Teaching and Learning for Social Impact

You Are Only One Person

and you are not alone.


It is important to remember that multiple courses, and the learning that takes place within them, add up to a person’s education. You are not responsible for the entirety of your students’ education, but just for your course(s). Let go of the idea that you have to accomplish everything in your class. Your class is just one piece of a much larger whole.
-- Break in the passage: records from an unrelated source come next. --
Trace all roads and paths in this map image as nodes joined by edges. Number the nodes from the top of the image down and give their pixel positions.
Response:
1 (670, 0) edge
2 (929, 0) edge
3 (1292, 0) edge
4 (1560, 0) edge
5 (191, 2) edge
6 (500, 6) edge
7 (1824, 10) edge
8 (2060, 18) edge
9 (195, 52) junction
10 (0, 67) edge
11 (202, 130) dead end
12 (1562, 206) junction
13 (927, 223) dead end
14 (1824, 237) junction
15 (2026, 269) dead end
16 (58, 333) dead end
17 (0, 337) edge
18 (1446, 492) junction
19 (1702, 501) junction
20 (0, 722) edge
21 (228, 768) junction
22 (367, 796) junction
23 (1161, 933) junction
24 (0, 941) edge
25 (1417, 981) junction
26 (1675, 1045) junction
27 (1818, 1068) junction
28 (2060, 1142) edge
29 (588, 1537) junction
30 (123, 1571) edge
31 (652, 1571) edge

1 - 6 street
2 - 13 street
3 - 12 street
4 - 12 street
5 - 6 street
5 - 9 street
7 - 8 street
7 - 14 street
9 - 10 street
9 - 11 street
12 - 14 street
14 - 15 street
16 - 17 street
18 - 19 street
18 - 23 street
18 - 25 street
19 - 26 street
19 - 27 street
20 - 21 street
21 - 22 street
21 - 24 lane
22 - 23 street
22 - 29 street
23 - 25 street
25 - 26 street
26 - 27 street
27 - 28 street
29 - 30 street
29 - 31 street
And while your class is just a small piece of a student’s education, it does relate to the whole.

According to Adrienne Maree Brown (2017), in her book Emergent Strategy that she wrote for “people who want to radically change the world,”
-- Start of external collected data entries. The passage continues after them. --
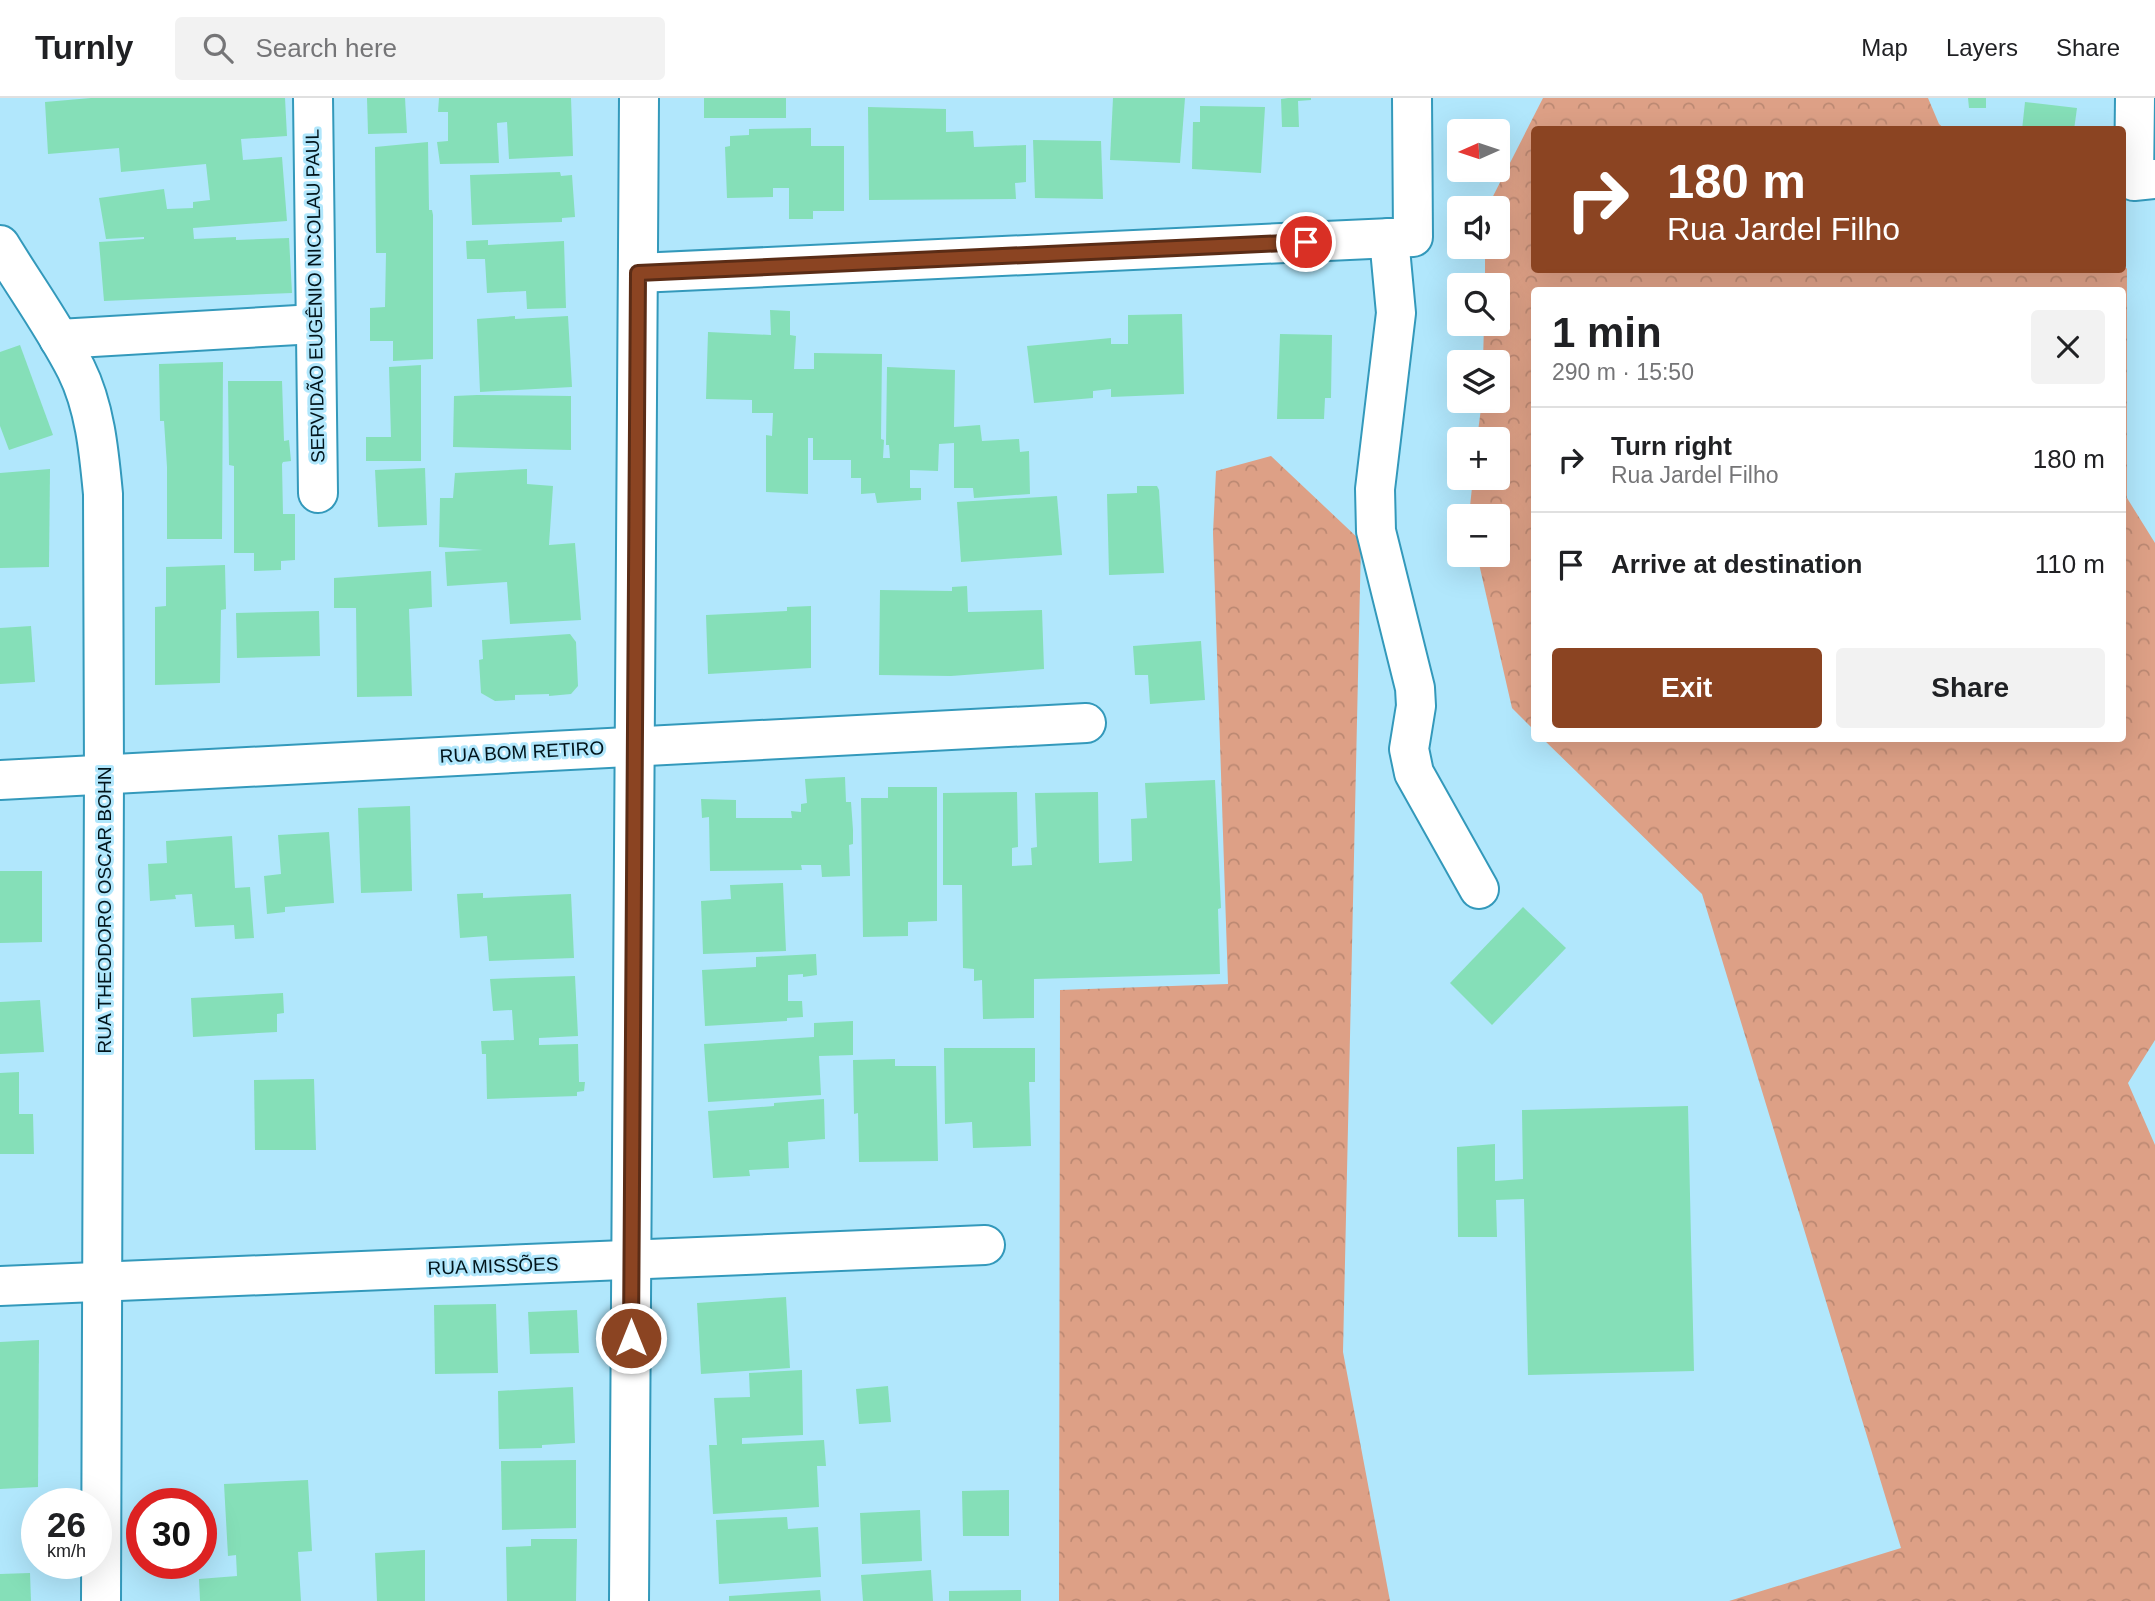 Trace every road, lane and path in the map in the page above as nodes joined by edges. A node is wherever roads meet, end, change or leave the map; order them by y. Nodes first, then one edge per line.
1 (313, 98) edge
2 (639, 98) edge
3 (1412, 98) edge
4 (2135, 98) edge
5 (2144, 180) edge
6 (1401, 238) junction
7 (0, 245) edge
8 (638, 273) junction
9 (315, 324) junction
10 (59, 340) junction
11 (318, 493) dead end
12 (1086, 723) dead end
13 (634, 746) junction
14 (104, 774) junction
15 (0, 779) edge
16 (1479, 890) dead end
17 (985, 1245) dead end
18 (631, 1260) junction
19 (103, 1282) junction
20 (0, 1286) edge
21 (101, 1601) edge
22 (629, 1601) edge

1 - 9 street, SERVIDÃO EUGÊNIO NICOLAU PAUL
2 - 8 street
3 - 6 street
4 - 5 street
6 - 8 street
6 - 16 street
7 - 10 street, RUA THEODORO OSCAR BOHN
8 - 13 street
9 - 10 street
9 - 11 street, SERVIDÃO EUGÊNIO NICOLAU PAUL
10 - 14 street, RUA THEODORO OSCAR BOHN
12 - 13 street, RUA BOM RETIRO
13 - 14 street, RUA BOM RETIRO
13 - 18 street
14 - 15 street, RUA BOM RETIRO
14 - 19 street, RUA THEODORO OSCAR BOHN
17 - 18 street, RUA MISSÕES
18 - 19 street, RUA MISSÕES
18 - 22 street
19 - 20 street, RUA MISSÕES
19 - 21 street, RUA THEODORO OSCAR BOHN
The crisis is everywhere, massive massive massive.

And we are small.

But emergence notices the way small actions and connections create complex systems, patterns that become ecosystems and societies…In the framework of emergence, the whole is a mirror of the parts. Existence is fractal—the health of the cell is the health of the species and the planet.
(p. 3)

And while Brown’s book is not specifically about teaching, we believe the strategy has much to offer in this moment as we plan for our courses. According to her framework,

Small is good, small is all. (The large is a reflection of the small.)
Change is constant. (Be like water).
There is always enough time for the right work.
There is a conversation in the room that only these people at this moment can have. Find it.
Never a failure, always a lesson.
Trust the People. (If you trust the people, they become trustworthy).
Move at the speed of trust. Focus on critical connections more than critical mass—build the resilience by building the relationships.
Less prep, more presence.
What you pay attention to grows. (pp. 41-42)


Thus, by focusing on the smallness of your class(es) and their larger purpose this year, you have the opportunity to contribute to much larger change, both within education and beyond.